CIT (A) after examining the remand report and original assessment record pertaining to 213 pages and 6 order sheet pages noticed that in reply to the notice u/s 142 (1) dated 20.04.2015 issued to the assessee, entire detail of the capital gains and income from other sources have been attached with letter dated 01.05.2015 bearing pages 11 to 40. Aforesaid information also contains photocopies of the assessee’s capital gains earned with Corporation Bank, Dwarka, New Delhi jointly opened in assessee and his wife’s name on 06.02.2012 and has also filed copy of registered sale deed of the property in question.
When the assessee has duly filed requisite details during the assessment proceedings with copy of his bank statement showing investment of capital gain in capital gain accounts to the extent of sale proceed of his 1/5th share and also brought on record copy of registered deed for purchase of new residential property on 11.11.2013 and its cost is more than the capital gain received by the assessee and thereby satisfied the provisions contained u/s 54F of the Act, addition made by the AO is apparently not sustainable.

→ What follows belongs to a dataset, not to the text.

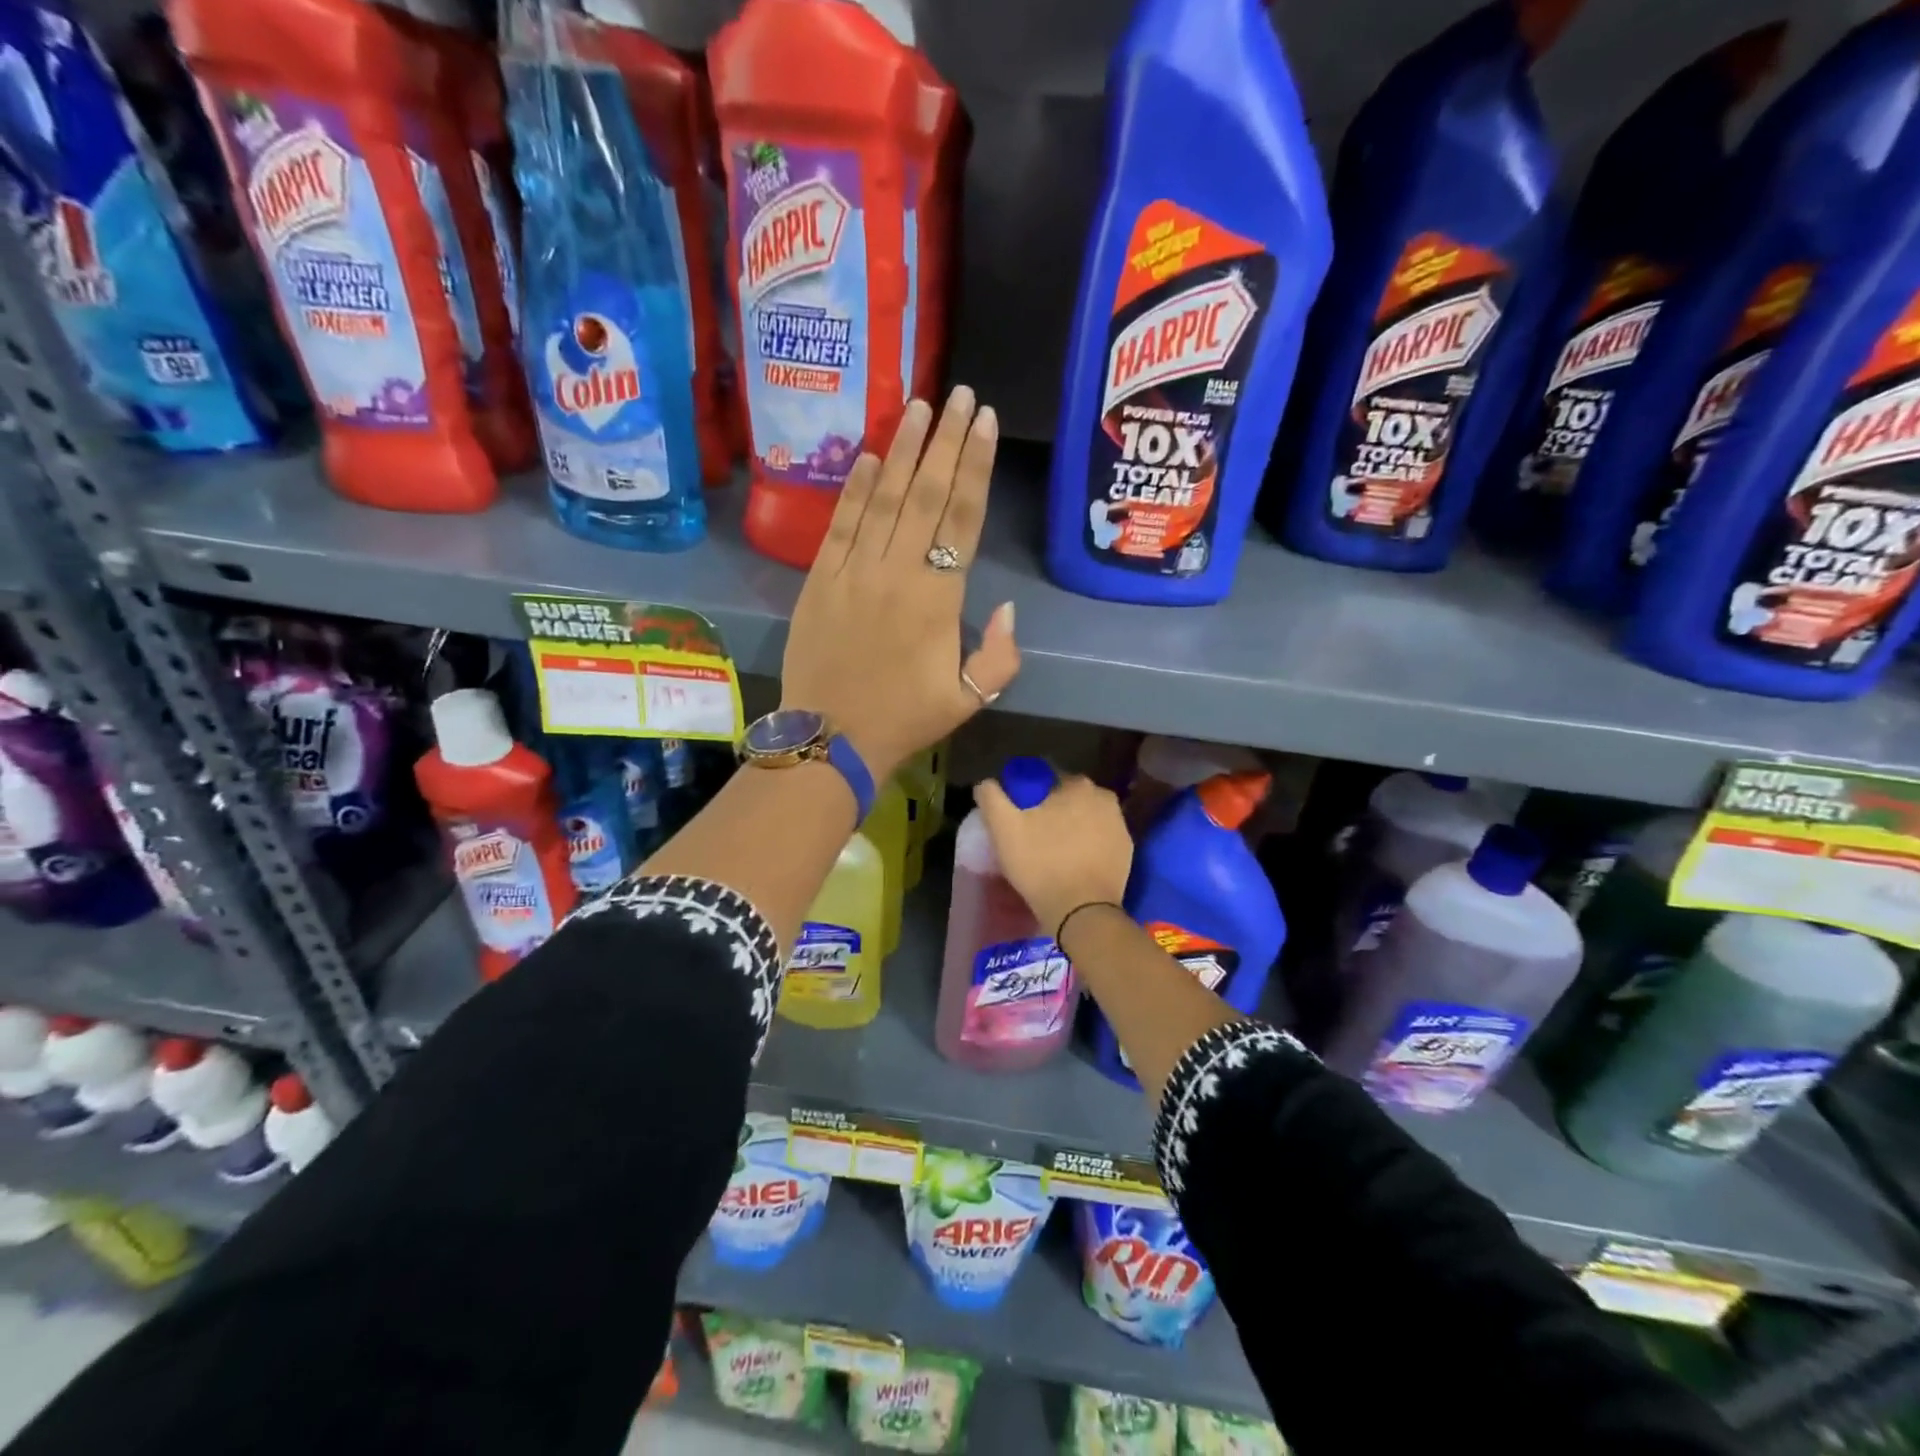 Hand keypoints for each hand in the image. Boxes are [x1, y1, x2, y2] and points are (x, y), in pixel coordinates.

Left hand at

When all the documents were placed before the AO who has not taken note thereof for the reasons best known to him particularly when AO has not raised any objection to the documents sent to him for comment, the ld. CIT (A) was well within his right to decide the controversy by examining all the documents himself. When the assessee has been found to be eligible u/s 54 qua his capital gains which have been duly explained by virtue of the sale deed qua the property in question, bank statements and sale deed of the new residential property purchased with the capitals gains received, the ld. CIT (A) has rightly and legally deleted the additions by accepting the appeal. Finding no illegality or perversity in the impugned order passed by the ld. CIT (A), present appeal filed by the Revenue is hereby dismissed.